Task brief :: All of the records below are to be given again word for word, with the pictures removed.

[[ Source data, beginning ]]

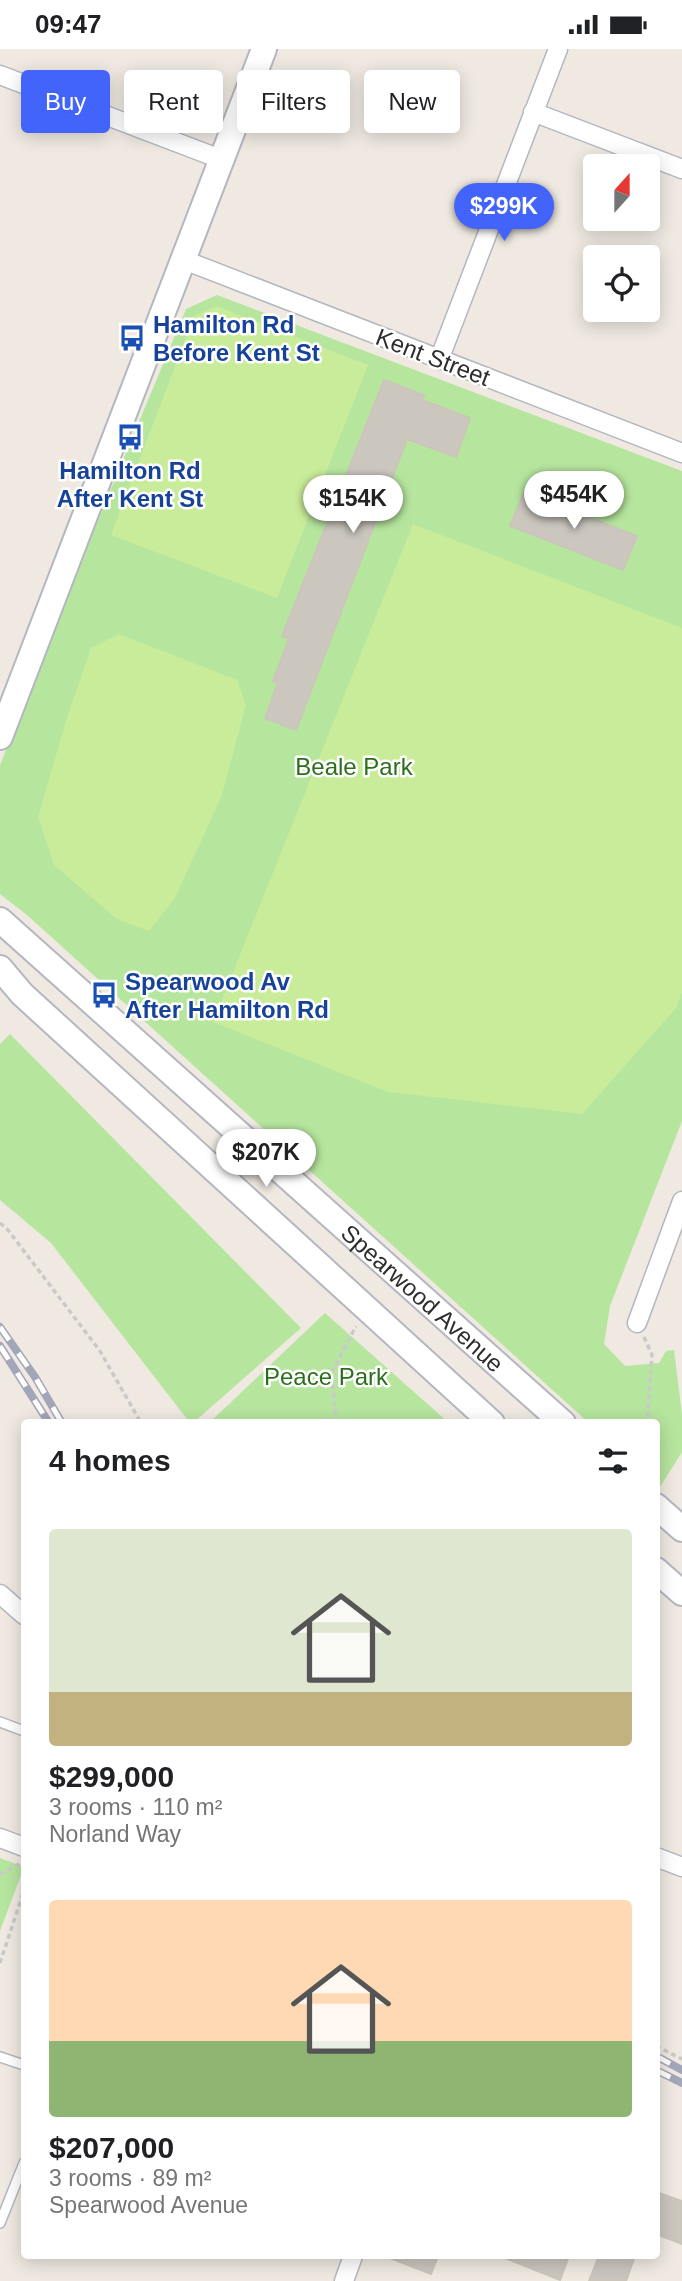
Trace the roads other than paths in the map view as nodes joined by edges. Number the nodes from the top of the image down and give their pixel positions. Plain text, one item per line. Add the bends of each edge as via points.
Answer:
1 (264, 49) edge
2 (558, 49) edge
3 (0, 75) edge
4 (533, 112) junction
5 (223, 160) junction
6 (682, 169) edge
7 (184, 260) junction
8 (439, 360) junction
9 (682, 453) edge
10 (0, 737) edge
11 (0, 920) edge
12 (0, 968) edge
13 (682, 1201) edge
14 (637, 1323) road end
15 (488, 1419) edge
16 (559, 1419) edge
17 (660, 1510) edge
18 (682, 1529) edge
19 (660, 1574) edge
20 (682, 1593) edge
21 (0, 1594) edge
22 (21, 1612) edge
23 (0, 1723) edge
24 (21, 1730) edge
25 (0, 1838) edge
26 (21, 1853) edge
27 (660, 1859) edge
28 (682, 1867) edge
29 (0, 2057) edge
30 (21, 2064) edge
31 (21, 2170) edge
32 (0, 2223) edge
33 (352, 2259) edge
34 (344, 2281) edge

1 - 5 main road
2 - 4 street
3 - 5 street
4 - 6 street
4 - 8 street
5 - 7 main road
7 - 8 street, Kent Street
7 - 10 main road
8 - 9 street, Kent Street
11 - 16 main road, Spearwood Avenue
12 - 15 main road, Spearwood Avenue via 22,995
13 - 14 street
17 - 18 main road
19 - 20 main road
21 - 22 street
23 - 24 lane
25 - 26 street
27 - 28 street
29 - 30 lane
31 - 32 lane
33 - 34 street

[[ Source data, end ]]

The completed task ::
Trace the roads other than paths in the map view as nodes joined by edges. Number the nodes from the top of the image down and give their pixel positions. Plain text, one item per line. Add the bends of each edge as via points.
Answer:
1 (264, 49) edge
2 (558, 49) edge
3 (0, 75) edge
4 (533, 112) junction
5 (223, 160) junction
6 (682, 169) edge
7 (184, 260) junction
8 (439, 360) junction
9 (682, 453) edge
10 (0, 737) edge
11 (0, 920) edge
12 (0, 968) edge
13 (682, 1201) edge
14 (637, 1323) road end
15 (488, 1419) edge
16 (559, 1419) edge
17 (660, 1510) edge
18 (682, 1529) edge
19 (660, 1574) edge
20 (682, 1593) edge
21 (0, 1594) edge
22 (21, 1612) edge
23 (0, 1723) edge
24 (21, 1730) edge
25 (0, 1838) edge
26 (21, 1853) edge
27 (660, 1859) edge
28 (682, 1867) edge
29 (0, 2057) edge
30 (21, 2064) edge
31 (21, 2170) edge
32 (0, 2223) edge
33 (352, 2259) edge
34 (344, 2281) edge

1 - 5 main road
2 - 4 street
3 - 5 street
4 - 6 street
4 - 8 street
5 - 7 main road
7 - 8 street, Kent Street
7 - 10 main road
8 - 9 street, Kent Street
11 - 16 main road, Spearwood Avenue
12 - 15 main road, Spearwood Avenue via 22,995
13 - 14 street
17 - 18 main road
19 - 20 main road
21 - 22 street
23 - 24 lane
25 - 26 street
27 - 28 street
29 - 30 lane
31 - 32 lane
33 - 34 street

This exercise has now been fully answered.